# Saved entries
<<<<

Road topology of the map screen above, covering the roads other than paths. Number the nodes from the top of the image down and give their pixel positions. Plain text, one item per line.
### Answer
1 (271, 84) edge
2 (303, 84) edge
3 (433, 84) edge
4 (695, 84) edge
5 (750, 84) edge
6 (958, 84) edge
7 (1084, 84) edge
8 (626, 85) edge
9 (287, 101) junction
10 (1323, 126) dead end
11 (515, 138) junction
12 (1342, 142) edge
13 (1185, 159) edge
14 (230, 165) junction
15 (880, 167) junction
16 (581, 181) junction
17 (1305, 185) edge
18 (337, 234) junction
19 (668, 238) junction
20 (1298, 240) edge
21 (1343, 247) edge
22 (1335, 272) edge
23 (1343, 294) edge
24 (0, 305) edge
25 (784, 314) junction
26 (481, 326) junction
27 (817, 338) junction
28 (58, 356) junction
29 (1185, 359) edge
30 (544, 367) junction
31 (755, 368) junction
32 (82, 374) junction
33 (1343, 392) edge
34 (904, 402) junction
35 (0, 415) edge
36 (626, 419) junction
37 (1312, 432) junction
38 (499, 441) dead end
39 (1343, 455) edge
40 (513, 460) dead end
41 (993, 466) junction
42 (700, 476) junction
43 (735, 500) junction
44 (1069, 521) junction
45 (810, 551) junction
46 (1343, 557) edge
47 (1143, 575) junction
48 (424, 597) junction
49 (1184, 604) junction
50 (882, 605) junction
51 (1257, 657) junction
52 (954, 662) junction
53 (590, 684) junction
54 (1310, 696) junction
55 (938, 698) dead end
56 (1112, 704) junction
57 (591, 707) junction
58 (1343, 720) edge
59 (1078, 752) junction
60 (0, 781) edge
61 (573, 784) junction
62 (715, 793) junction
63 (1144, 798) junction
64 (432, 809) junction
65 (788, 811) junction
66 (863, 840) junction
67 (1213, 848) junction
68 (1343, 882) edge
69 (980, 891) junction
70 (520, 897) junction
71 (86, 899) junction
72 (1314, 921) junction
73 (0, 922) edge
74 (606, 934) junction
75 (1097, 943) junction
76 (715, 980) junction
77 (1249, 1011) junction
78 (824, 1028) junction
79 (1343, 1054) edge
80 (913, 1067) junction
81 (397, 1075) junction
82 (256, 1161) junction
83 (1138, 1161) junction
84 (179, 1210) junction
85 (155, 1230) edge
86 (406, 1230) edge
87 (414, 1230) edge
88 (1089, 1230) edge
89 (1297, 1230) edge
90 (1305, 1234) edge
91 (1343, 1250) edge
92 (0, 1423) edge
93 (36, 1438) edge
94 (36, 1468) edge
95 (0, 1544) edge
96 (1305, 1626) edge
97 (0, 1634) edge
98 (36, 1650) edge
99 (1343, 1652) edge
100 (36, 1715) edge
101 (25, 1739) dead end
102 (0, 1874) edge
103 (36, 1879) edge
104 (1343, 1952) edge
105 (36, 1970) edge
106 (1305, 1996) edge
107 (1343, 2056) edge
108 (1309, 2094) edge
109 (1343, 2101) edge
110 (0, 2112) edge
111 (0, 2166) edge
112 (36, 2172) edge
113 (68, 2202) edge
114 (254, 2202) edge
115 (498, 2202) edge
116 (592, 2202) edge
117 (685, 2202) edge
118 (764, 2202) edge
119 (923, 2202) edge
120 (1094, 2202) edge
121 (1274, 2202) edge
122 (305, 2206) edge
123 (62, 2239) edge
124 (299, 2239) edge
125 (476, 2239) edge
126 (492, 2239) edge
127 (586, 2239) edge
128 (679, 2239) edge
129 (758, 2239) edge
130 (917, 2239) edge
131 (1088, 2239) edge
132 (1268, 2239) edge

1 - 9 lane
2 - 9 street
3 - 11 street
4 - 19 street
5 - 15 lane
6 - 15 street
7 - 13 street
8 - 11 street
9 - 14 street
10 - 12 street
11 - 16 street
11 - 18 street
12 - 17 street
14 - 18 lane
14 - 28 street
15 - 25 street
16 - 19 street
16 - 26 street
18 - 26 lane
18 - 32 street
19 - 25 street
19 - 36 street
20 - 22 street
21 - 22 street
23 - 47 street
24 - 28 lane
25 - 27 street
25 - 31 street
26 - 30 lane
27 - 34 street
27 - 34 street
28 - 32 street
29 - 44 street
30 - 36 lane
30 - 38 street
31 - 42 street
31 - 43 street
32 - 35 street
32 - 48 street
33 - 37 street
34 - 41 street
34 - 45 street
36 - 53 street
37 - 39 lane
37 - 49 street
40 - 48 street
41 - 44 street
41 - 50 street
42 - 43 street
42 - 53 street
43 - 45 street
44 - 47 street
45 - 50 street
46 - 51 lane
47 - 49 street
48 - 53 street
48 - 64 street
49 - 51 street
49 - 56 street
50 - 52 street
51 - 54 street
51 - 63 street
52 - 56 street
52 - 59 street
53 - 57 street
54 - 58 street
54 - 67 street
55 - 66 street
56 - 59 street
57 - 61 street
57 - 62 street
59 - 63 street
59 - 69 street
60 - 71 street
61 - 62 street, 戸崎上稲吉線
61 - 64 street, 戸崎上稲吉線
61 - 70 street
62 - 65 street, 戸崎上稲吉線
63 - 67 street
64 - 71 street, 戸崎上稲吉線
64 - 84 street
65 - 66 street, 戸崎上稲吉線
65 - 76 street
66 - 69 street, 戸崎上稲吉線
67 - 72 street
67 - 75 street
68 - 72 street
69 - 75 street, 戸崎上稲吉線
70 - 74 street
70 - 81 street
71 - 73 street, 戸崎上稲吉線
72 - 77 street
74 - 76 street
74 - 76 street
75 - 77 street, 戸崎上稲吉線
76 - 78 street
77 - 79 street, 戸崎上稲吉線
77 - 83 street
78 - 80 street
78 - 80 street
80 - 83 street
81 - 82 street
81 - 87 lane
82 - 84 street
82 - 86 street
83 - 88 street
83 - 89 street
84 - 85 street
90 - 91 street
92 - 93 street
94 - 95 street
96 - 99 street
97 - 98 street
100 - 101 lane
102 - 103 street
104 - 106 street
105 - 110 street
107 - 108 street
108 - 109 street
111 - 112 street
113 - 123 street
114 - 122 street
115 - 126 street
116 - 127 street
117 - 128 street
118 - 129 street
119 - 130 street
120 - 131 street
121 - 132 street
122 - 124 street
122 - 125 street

>>>>

# Goal of the exercise
Filter the records above and return every line that holds the word "dead".

# Result of this exercise
10 (1323, 126) dead end
38 (499, 441) dead end
40 (513, 460) dead end
55 (938, 698) dead end
101 (25, 1739) dead end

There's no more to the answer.